Os outros assuntos da reunião são políticos como pirataria do Golfo de Aden, armas nucleares e a situação no Irã. Não é comum um tema comercial entrar na pauta estratégica da UE. Diplomatas franceses confirmaram que a insistência em tratar do assunto mostra que a oposição do governo Sarkozy em relação ao projeto é estratégica.
Na Comissão Europeia, a ordem é ir adiante com o relançamento de negociações com o Mercosul. "Nesse momento, a UE tem o mandato para negociar", insistiu a assessoria de imprensa da UE, em Bruxelas. Diplomatas, porém, dizem que relançar à negociação sem o apoio da segunda maior economia da UE poderia ser um estratégia suicida para o próprio processo.
Um documento interno da UE mostra que um acordo poderia representar perdas de 3,5 bilhões a 13 bilhões para a agricultura europeia, dependendo do grau de liberalização.
Sobrevida. No Brasil, o repúdio da França ao acordo com o Mercosul pode dar uma sobrevida aos defensores do caça sueco Gripen. Representantes da Aeronáutica e da Embraer acreditam que a transferência de tecnologia seria maior com os suecos. No ministério da Defesa, a preferência é pelos caças franceses, segundo fontes do governo.
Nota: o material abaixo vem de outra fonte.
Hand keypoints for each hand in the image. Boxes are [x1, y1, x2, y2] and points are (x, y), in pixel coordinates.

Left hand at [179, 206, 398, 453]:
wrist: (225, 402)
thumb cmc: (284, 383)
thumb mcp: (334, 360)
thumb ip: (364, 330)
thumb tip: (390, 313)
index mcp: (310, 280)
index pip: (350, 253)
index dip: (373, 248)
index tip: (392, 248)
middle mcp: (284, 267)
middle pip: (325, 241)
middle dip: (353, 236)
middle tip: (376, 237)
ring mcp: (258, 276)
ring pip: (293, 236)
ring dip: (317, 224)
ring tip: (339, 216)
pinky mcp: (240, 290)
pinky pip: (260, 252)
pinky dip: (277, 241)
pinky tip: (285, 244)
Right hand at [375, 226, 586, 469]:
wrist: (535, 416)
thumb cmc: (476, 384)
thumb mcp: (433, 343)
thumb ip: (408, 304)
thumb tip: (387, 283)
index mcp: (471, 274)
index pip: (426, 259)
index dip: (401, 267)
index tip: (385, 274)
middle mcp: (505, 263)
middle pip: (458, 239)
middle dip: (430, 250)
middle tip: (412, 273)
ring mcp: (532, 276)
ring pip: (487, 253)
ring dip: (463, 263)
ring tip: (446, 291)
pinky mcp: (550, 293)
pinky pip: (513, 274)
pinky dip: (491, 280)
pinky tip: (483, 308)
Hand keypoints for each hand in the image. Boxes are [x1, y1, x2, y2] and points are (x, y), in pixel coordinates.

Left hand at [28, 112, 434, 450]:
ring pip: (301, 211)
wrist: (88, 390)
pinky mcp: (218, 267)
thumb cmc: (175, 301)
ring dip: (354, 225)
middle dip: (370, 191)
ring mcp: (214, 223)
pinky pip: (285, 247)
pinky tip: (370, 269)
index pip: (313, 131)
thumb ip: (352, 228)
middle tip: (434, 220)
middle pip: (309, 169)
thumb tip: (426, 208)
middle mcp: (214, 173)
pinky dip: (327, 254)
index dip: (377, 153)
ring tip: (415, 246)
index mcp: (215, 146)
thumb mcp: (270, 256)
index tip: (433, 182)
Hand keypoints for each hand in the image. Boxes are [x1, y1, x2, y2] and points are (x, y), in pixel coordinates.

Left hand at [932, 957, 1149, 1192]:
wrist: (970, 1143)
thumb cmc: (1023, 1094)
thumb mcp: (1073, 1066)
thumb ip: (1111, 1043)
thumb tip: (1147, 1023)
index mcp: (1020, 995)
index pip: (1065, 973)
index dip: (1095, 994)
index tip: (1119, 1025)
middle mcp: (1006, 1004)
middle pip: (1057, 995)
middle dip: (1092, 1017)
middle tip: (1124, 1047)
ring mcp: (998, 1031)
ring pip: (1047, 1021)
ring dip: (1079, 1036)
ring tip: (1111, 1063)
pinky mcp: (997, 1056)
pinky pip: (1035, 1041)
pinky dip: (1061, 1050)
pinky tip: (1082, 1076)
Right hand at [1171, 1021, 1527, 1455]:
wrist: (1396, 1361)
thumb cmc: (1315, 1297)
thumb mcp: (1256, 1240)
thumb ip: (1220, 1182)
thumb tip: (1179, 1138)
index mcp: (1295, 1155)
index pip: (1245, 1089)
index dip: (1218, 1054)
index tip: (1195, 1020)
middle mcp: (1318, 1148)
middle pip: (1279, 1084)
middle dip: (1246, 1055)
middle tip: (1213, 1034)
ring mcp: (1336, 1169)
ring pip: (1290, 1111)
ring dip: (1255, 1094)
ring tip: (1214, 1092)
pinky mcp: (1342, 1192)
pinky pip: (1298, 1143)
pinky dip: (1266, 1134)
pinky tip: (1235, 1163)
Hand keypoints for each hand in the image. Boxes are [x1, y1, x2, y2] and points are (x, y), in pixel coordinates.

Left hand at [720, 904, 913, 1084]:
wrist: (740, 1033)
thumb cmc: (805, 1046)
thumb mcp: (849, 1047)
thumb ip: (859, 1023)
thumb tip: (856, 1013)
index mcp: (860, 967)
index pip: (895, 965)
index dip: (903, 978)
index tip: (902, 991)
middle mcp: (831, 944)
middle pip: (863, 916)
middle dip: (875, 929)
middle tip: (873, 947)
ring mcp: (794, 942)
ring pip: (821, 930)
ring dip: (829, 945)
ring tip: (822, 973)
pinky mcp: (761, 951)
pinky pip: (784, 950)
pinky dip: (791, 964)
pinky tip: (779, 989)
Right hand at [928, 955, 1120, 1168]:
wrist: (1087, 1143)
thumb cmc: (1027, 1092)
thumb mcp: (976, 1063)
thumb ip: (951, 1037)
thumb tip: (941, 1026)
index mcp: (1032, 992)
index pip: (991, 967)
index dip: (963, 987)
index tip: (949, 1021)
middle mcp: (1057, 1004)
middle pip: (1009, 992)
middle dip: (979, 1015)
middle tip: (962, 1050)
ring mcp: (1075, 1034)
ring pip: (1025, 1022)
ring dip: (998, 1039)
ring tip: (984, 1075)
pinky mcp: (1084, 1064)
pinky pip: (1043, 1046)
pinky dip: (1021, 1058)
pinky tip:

O Itamaraty defende a parceria estratégica com a França, mas o acordo comercial com a UE se tornou prioridade. Para a diplomacia, é fundamental porque as negociações da OMC estão paralisadas. A avaliação do Itamaraty é que a crise aumentou a pressão de países exportadores como Alemanha e Reino Unido para vender mais para o Mercosul.
Para lembrar
O projeto FX-2, para renovação da frota da Força Aérea Brasileira com a compra de 36 caças, foi autorizado pelo presidente Luiz Inácio Lula da Silva em novembro de 2007. Mas até agora o processo não foi concluído. Estão na disputa três empresas: a francesa Dassault, com o caça Rafale, a americana Boeing, com o F-18, e a sueca Saab, com o Gripen NG.